RAW DATA:
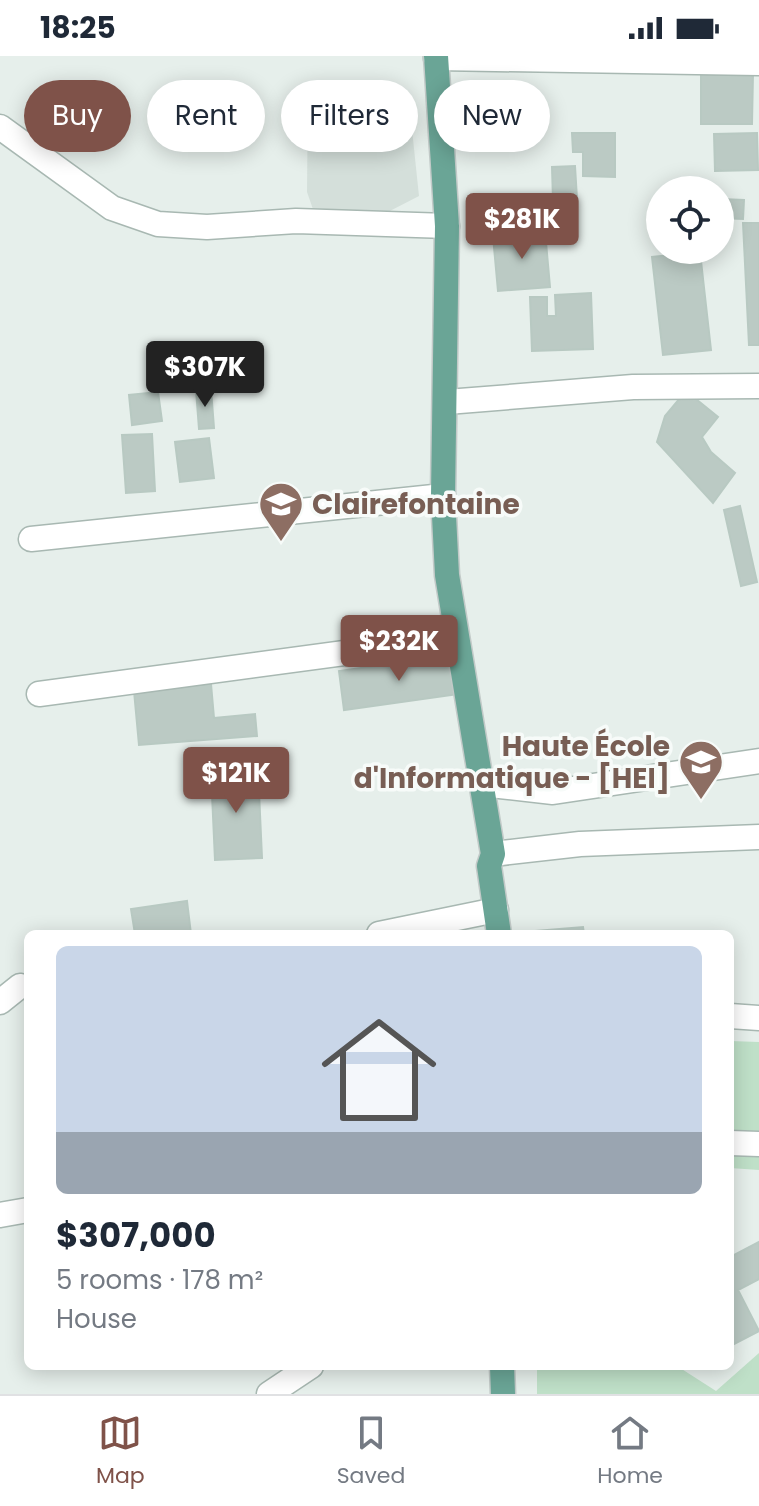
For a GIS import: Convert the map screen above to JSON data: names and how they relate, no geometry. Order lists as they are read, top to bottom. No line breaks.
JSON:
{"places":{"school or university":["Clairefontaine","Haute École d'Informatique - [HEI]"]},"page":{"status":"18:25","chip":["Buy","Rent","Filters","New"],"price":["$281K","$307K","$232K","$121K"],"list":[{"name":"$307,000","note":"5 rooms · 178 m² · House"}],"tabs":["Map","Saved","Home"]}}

ASSIGNMENT: Leave out the pictures and set down all of the data exactly.

RESPONSE FOR THIS EXERCISE:
For a GIS import: Convert the map screen above to JSON data: names and how they relate, no geometry. Order lists as they are read, top to bottom. No line breaks.
JSON:
{"places":{"school or university":["Clairefontaine","Haute École d'Informatique - [HEI]"]},"page":{"status":"18:25","chip":["Buy","Rent","Filters","New"],"price":["$281K","$307K","$232K","$121K"],"list":[{"name":"$307,000","note":"5 rooms · 178 m² · House"}],"tabs":["Map","Saved","Home"]}}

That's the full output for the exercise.